One mole of an ideal gas at an initial temperature true of `TK` does `6R` joule of work adiabatically. If the ratio of specific heats of this gas at constant pressure and at constant volume is `5//3`, the final temperature of the gas will be

To solve the problem, we will follow these steps: ### Step 1: Understand the Given Information We are given: - Number of moles (n) = 1 mole - Initial temperature (T_i) = T K - Work done (W) = 6R joules - Ratio of specific heats (γ) = 5/3 Since the process is adiabatic, we know that the heat transfer (ΔQ) is zero. ### Step 2: Use the First Law of Thermodynamics The first law of thermodynamics states: \[ \Delta Q = \Delta U + W \] Since ΔQ = 0 for an adiabatic process, we have: \[ 0 = \Delta U + W \] This implies: \[ \Delta U = -W \] Substituting the value of W: \[ \Delta U = -6R \] ### Step 3: Relate Change in Internal Energy to Temperature Change The change in internal energy (ΔU) for an ideal gas can be expressed as: \[ \Delta U = n C_v \Delta T \] Where \(C_v\) is the molar specific heat at constant volume.
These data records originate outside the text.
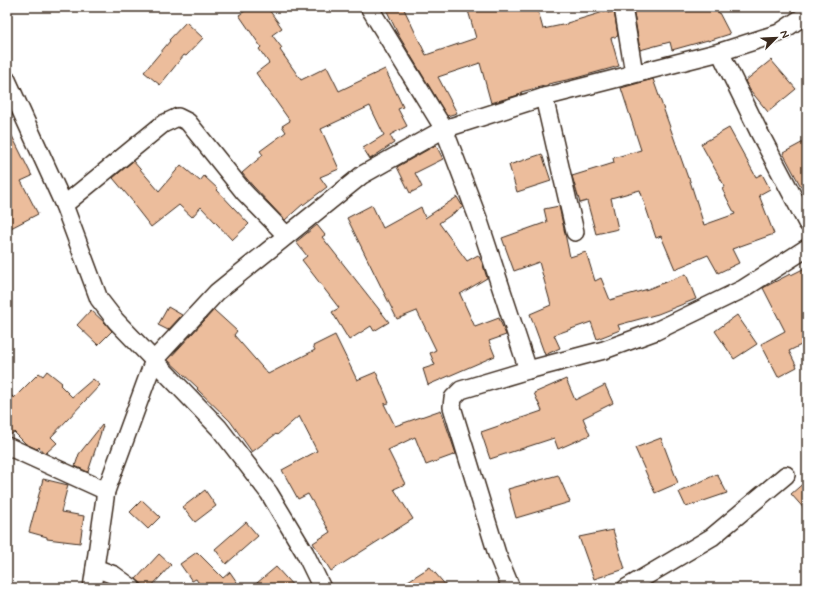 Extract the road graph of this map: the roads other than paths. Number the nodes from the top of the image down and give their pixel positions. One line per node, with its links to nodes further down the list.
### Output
1 (369, 7): 8 (street)
2 (623, 7): 5 (street)
3 (807, 14): 4 (street)
4 (720, 52): 5 (street); 10 (street)
5 (634, 73): 7 (street)
6 (7, 80): 9 (street)
7 (544, 97): 8 (street); 11 (street)
8 (444, 129): 12 (street); 15 (street)
9 (64, 205): 12 (street); 14 (street)
10 (807, 224)
11 (575, 232)
12 (286, 235): 14 (street)
13 (807, 248): 15 (street)
14 (154, 360): 18 (street); 22 (street)
15 (528, 370): 23 (street)
16 (7, 446): 18 (street)
17 (786, 475): 24 (street)
18 (106, 491): 19 (street)
19 (95, 568): 20 (street); 21 (street)
20 (92, 588)
21 (132, 588)
22 (322, 588)
23 (511, 588)
24 (626, 588) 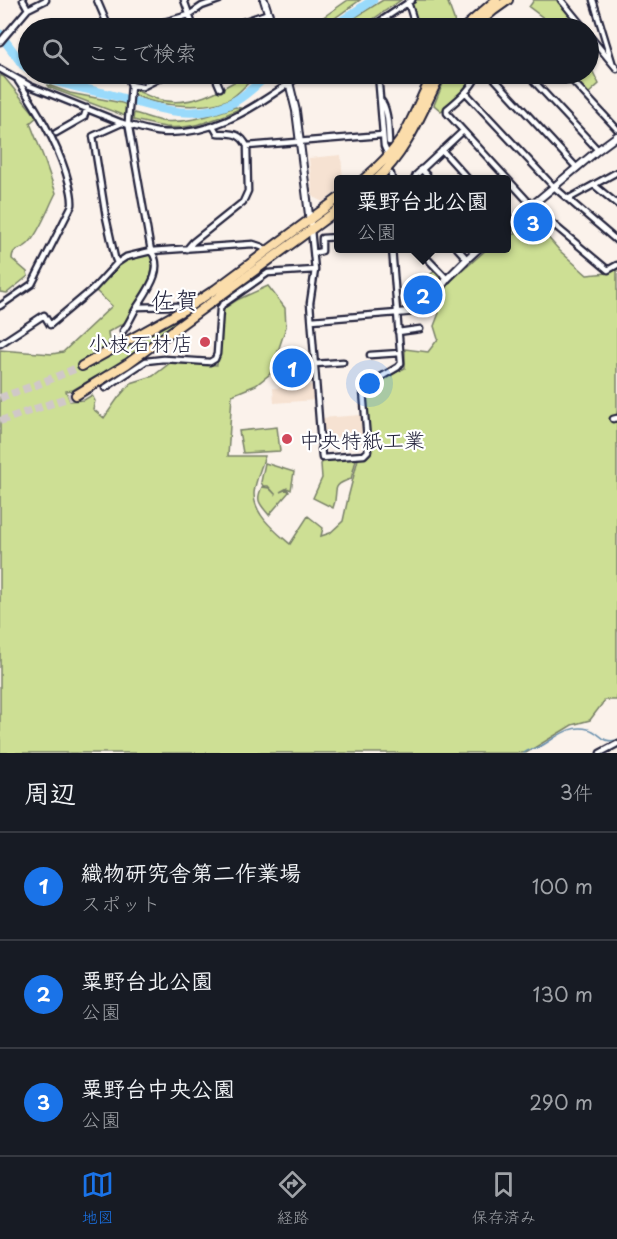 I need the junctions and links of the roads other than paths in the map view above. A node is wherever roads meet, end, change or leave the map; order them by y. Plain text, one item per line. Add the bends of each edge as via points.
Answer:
1 (22, 0) edge
2 (46, 0) edge
3 (97, 0) edge
4 (184, 0) edge
5 (219, 0) edge
6 (264, 0) edge
7 (496, 0) edge
8 (508, 0) edge
9 (561, 0) edge
10 (593, 0) edge
11 (410, 1) edge
12 (27, 9) junction
13 (268, 13) junction
14 (189, 15) junction
15 (19, 18) edge
16 (105, 18) edge
17 (178, 18) edge
18 (190, 18) edge
19 (254, 18) edge
20 (270, 18) edge
21 (386, 18) edge
22 (414, 18) edge
23 (475, 18) edge
24 (485, 18) edge
25 (576, 18) edge
26 (599, 18) edge
27 (18, 20) edge
28 (599, 20) edge
29 (0, 42) edge
30 (599, 47) edge
31 (612, 62) junction
32 (0, 69) edge
33 (617, 69) edge
34 (16, 79) joint
35 (18, 82) edge
36 (20, 84) edge
37 (27, 84) edge
38 (130, 84) edge
39 (148, 84) edge
40 (218, 84) edge
41 (282, 84) edge
42 (289, 84) edge
43 (379, 84) edge
44 (426, 84) edge
45 (436, 84) edge
46 (472, 84) edge
47 (499, 84) edge
48 (536, 84) edge
49 (575, 84) edge
50 (131, 88) junction
51 (220, 88) dead end
52 (466, 93) junction
53 (380, 98) junction
54 (87, 108) junction
55 (126, 123) junction
56 (213, 126) junction
57 (617, 129) edge
58 (463, 131) junction
59 (56, 133) dead end
60 (382, 135) junction
61 (617, 136) edge
62 (300, 142) junction
63 (389, 142) dead end
64 (247, 146) junction
65 (442, 150) junction
66 (598, 150) junction
67 (388, 155) junction
68 (577, 168) junction
69 (421, 169) junction
70 (617, 172) edge
71 (368, 175) edge
72 (389, 175) edge
73 (416, 175) edge
74 (426, 175) edge
75 (464, 175) edge
76 (503, 175) edge
77 (511, 183) edge
78 (594, 185) junction
79 (554, 187) junction
80 (568, 199) junction
81 (334, 202) edge
82 (617, 204) edge
83 (532, 206) junction
84 (334, 213) edge
85 (309, 220) junction
86 (511, 221) edge
87 (311, 229) junction
88 (334, 237) edge
89 (617, 241) edge
90 (187, 249) junction
91 (151, 251) junction
92 (266, 251) junction
93 (314, 253) junction
94 (392, 253) edge
95 (421, 253) edge
96 (461, 253) edge
97 (474, 253) edge
98 (467, 259) junction
99 (117, 263) junction
100 (617, 265) edge
101 (315, 270) junction
102 (447, 279) junction
103 (0, 306) edge
104 (177, 306) tunnel mouth
105 (137, 307) junction
106 (397, 313) junction
107 (312, 320) junction
108 (420, 329) dead end
109 (123, 331) dead end
110 (399, 332) junction
111 (0, 344) edge
112 (400, 353) junction
113 (370, 355) dead end
114 (343, 362) dead end
115 (315, 364) junction
116 (82, 366) tunnel mouth
117 (105, 388) dead end
118 (76, 395) tunnel mouth
119 (617, 744) edge
120 (600, 753) edge

1 - 12 street
2 - 12 street
3 - 16 street
4 - 14 street
5 - 14 street
6 - 13 street
7 - 23 highway
8 - 24 highway
9 - 25 street
10 - 26 street
11 - 21 street
11 - 22 street
12 - 15 street
13 - 19 street
13 - 20 street
14 - 17 street
14 - 18 street
27 - 29 street
28 - 31 street
30 - 31 street
31 - 33 street
32 - 34 street
34 - 35 street
36 - 103 street via 56,144 73,198 32,284
37 - 54 street
38 - 50 street
39 - 50 street
40 - 51 street
41 - 56 street via 248,110
42 - 62 street
43 - 53 street
44 - 67 highway via 413,117
45 - 72 highway
46 - 52 street
47 - 68 street
48 - 66 street
49 - 57 street
50 - 55 street
52 - 58 street via 447,109
52 - 79 street
53 - 60 street
53 - 63 street via 386,110
54 - 55 street
54 - 59 street via 84,117
55 - 56 street via 158,132
55 - 91 street
55 - 99 street via 93,136
56 - 64 street via 217,133 243,138
58 - 65 street
58 - 76 street
60 - 62 street
60 - 67 street
61 - 66 street
62 - 64 street
62 - 85 street
64 - 90 street via 248,191 243,202
65 - 69 street
65 - 75 street
66 - 68 street
67 - 71 highway
68 - 79 street
69 - 73 street
69 - 74 street
70 - 78 street
77 - 83 street
78 - 80 street
78 - 82 street
79 - 80 street
79 - 83 street
80 - 89 street
81 - 85 highway
83 - 86 street
83 - 100 street via 608,270
84 - 87 highway
85 - 87 street
85 - 92 highway
87 - 93 street
87 - 118 highway via 127,364
88 - 93 street via 322,238 322,251
90 - 91 street
90 - 92 street via 254,244
91 - 99 street via 126,256
91 - 105 street via 155,256 154,278
92 - 116 highway via 187,308
93 - 101 street
94 - 106 street
95 - 102 street
96 - 98 street
97 - 98 street
98 - 102 street
99 - 111 street via 50,325 44,315
101 - 107 street via 310,303
101 - 117 street via 267,273 217,308 217,354 210,362 164,358 146,361
102 - 106 street via 422,310
104 - 105 street
105 - 109 street
106 - 107 street
106 - 110 street
107 - 115 street
108 - 110 street
110 - 112 street
112 - 113 street
112 - 115 street via 400,365 364,387 368,451 364,455 322,458
114 - 115 street
119 - 120 street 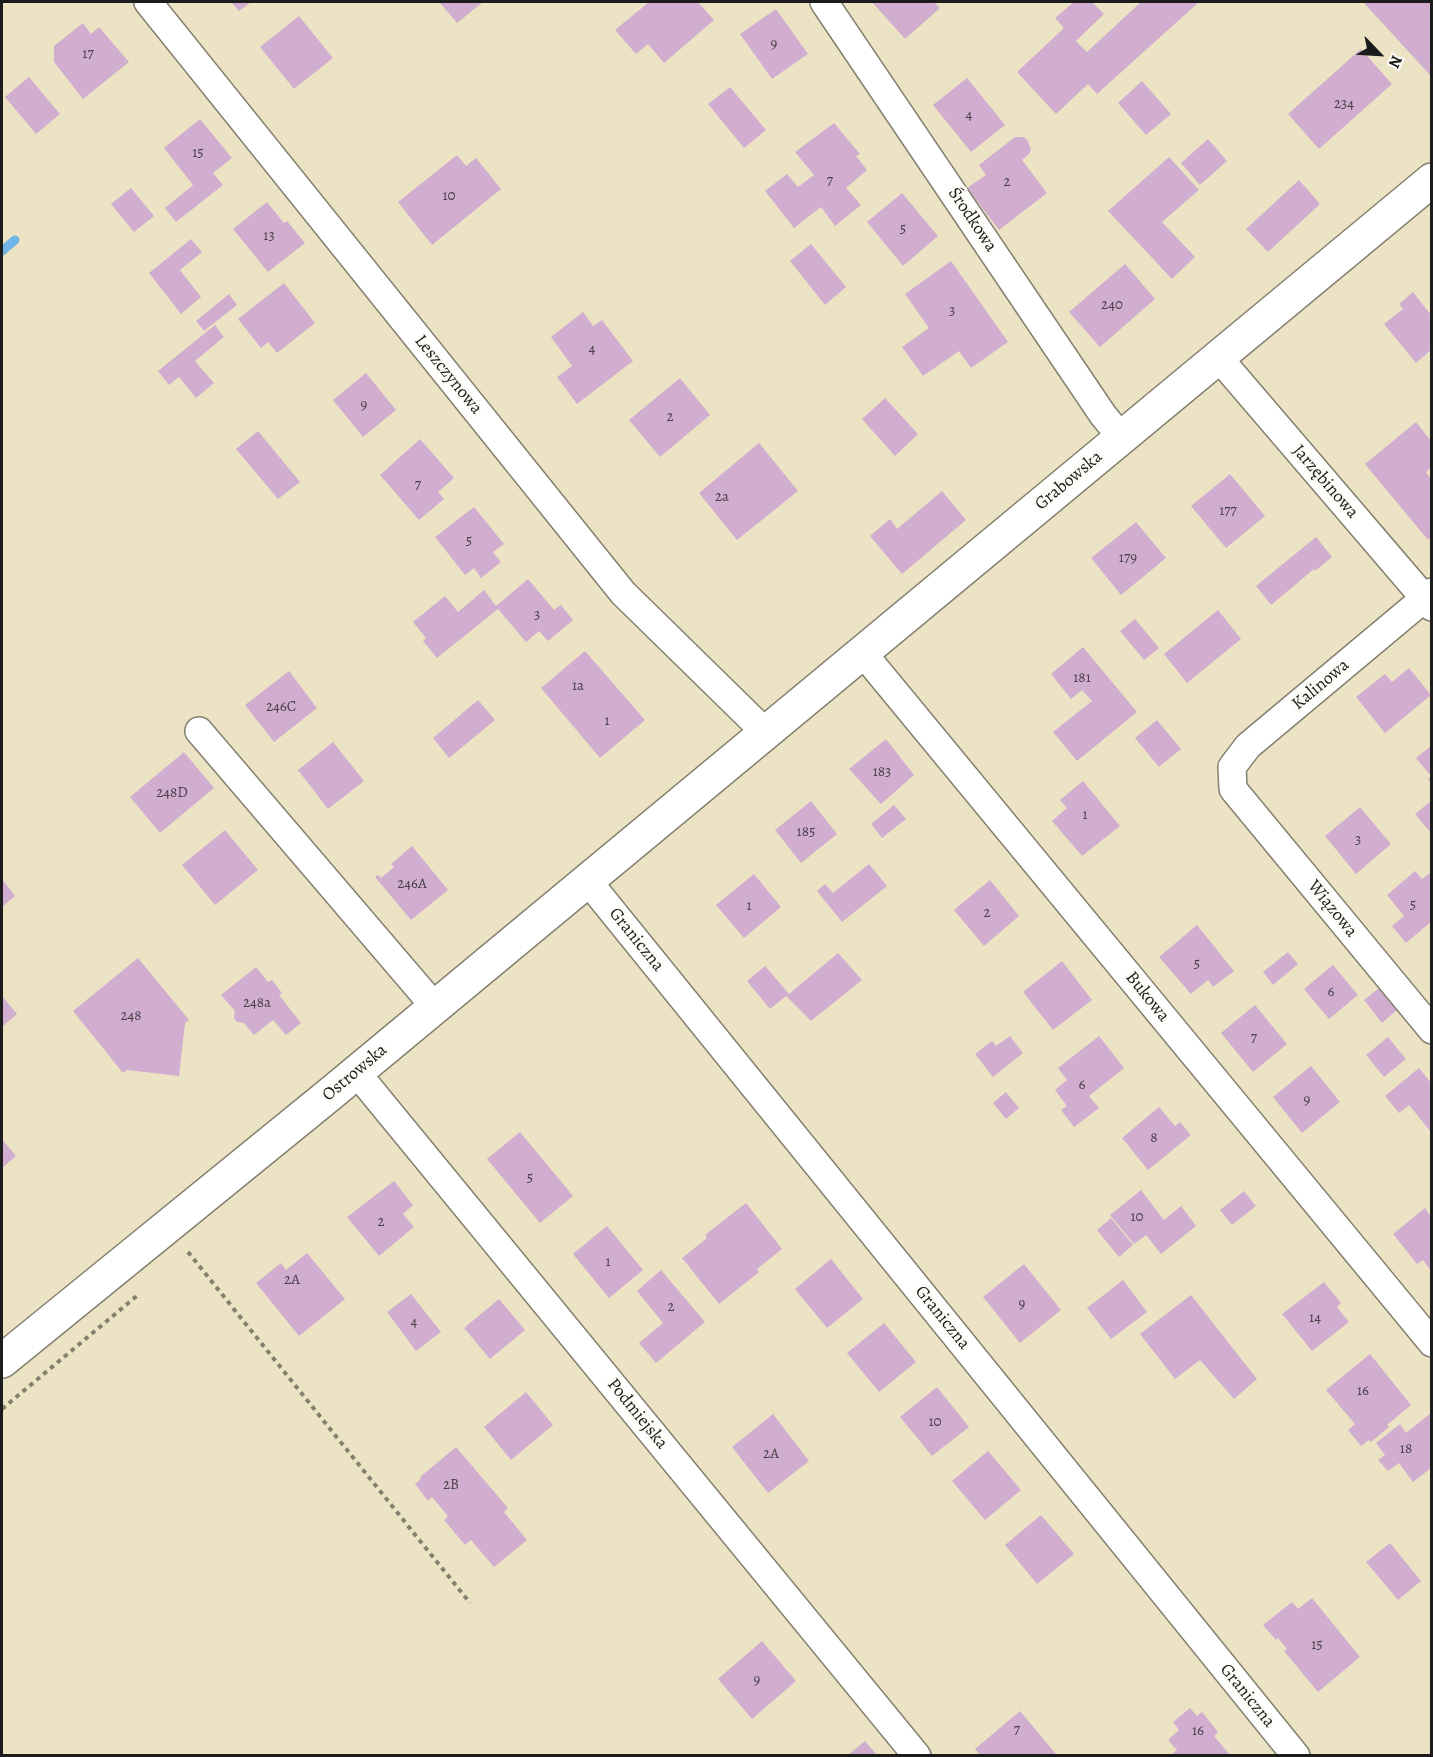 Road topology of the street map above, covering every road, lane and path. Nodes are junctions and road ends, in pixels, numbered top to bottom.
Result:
1 (148, 2) edge
2 (825, 2) edge
3 (1431, 180) edge
4 (1218, 357) junction
5 (1121, 437) junction
6 (1429, 599) edge
7 (862, 652) junction
8 (199, 731) dead end
9 (765, 732) junction
10 (705, 781) joint
11 (1233, 789) joint
12 (587, 880) junction
13 (435, 1007) junction
14 (1431, 1030) edge
15 (356, 1072) junction
16 (166, 1226) junction
17 (1431, 1343) edge
18 (2, 1361) edge
19 (470, 1603) dead end
20 (917, 1755) edge
21 (1296, 1755) edge

1 - 9 street, Leszczynowa
2 - 5 street, Środkowa
3 - 4 street, Grabowska
4 - 5 street, Grabowska
4 - 6 street, Jarzębinowa
5 - 7 street, Grabowska
6 - 11 street, Kalinowa
7 - 9 street, Grabowska
7 - 17 street, Bukowa
8 - 13 street
9 - 10 street, Grabowska
10 - 12 street, Ostrowska
11 - 14 street, Wiązowa
12 - 13 street, Ostrowska
12 - 21 street, Graniczna
13 - 15 street, Ostrowska
15 - 16 street, Ostrowska
15 - 20 street, Podmiejska
16 - 18 street, Ostrowska
16 - 19 path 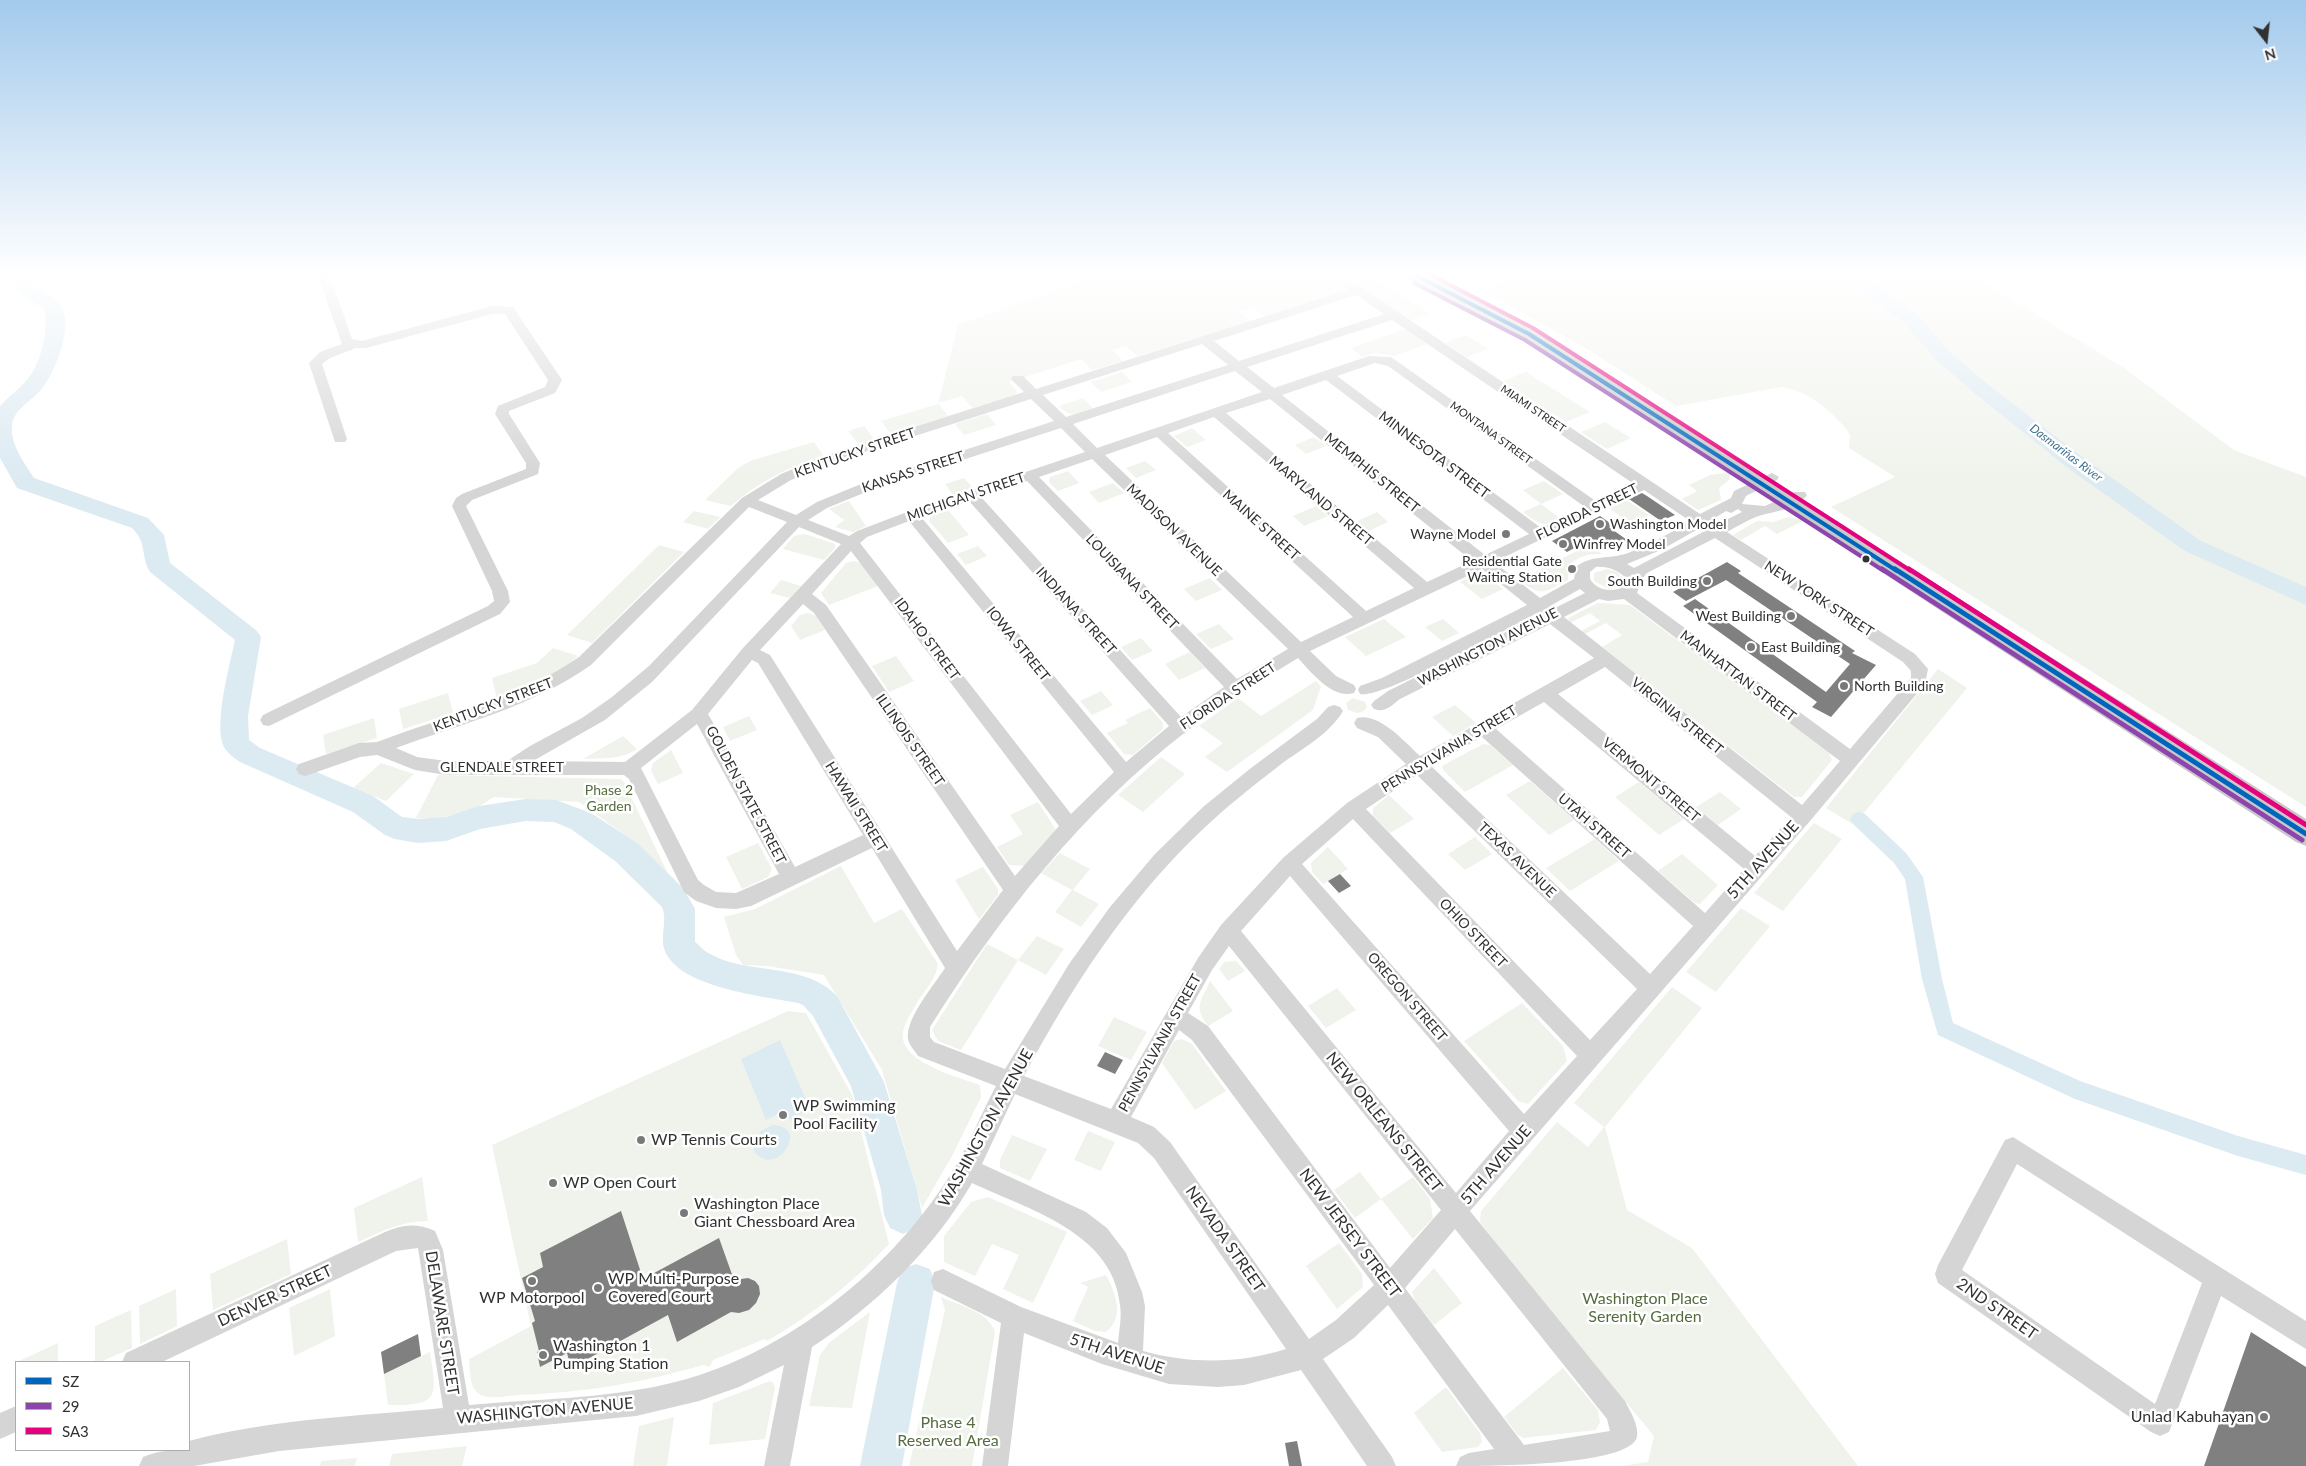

For a gas with γ = C_p / C_v, we can express \(C_v\) as: \[ C_v = \frac{R}{\gamma - 1} \] Substituting γ = 5/3: \[ C_v = \frac{R}{\frac{5}{3} - 1} = \frac{R}{\frac{2}{3}} = \frac{3R}{2} \] ### Step 4: Substitute ΔU into the Equation Now substituting \(C_v\) into the equation for ΔU: \[ \Delta U = n C_v \Delta T \Rightarrow -6R = 1 \cdot \frac{3R}{2} \Delta T \] This simplifies to: \[ -6R = \frac{3R}{2} \Delta T \] ### Step 5: Solve for ΔT Now, we can solve for ΔT: \[ \Delta T = \frac{-6R \cdot 2}{3R} = -4 \] ### Step 6: Find the Final Temperature The change in temperature (ΔT) is related to the initial and final temperatures: \[ \Delta T = T_f - T_i \] Substituting ΔT = -4: \[ -4 = T_f - T \] Thus, we can rearrange to find the final temperature: \[ T_f = T - 4 \] ### Conclusion The final temperature of the gas is: \[ \boxed{T - 4} \text{ K} \]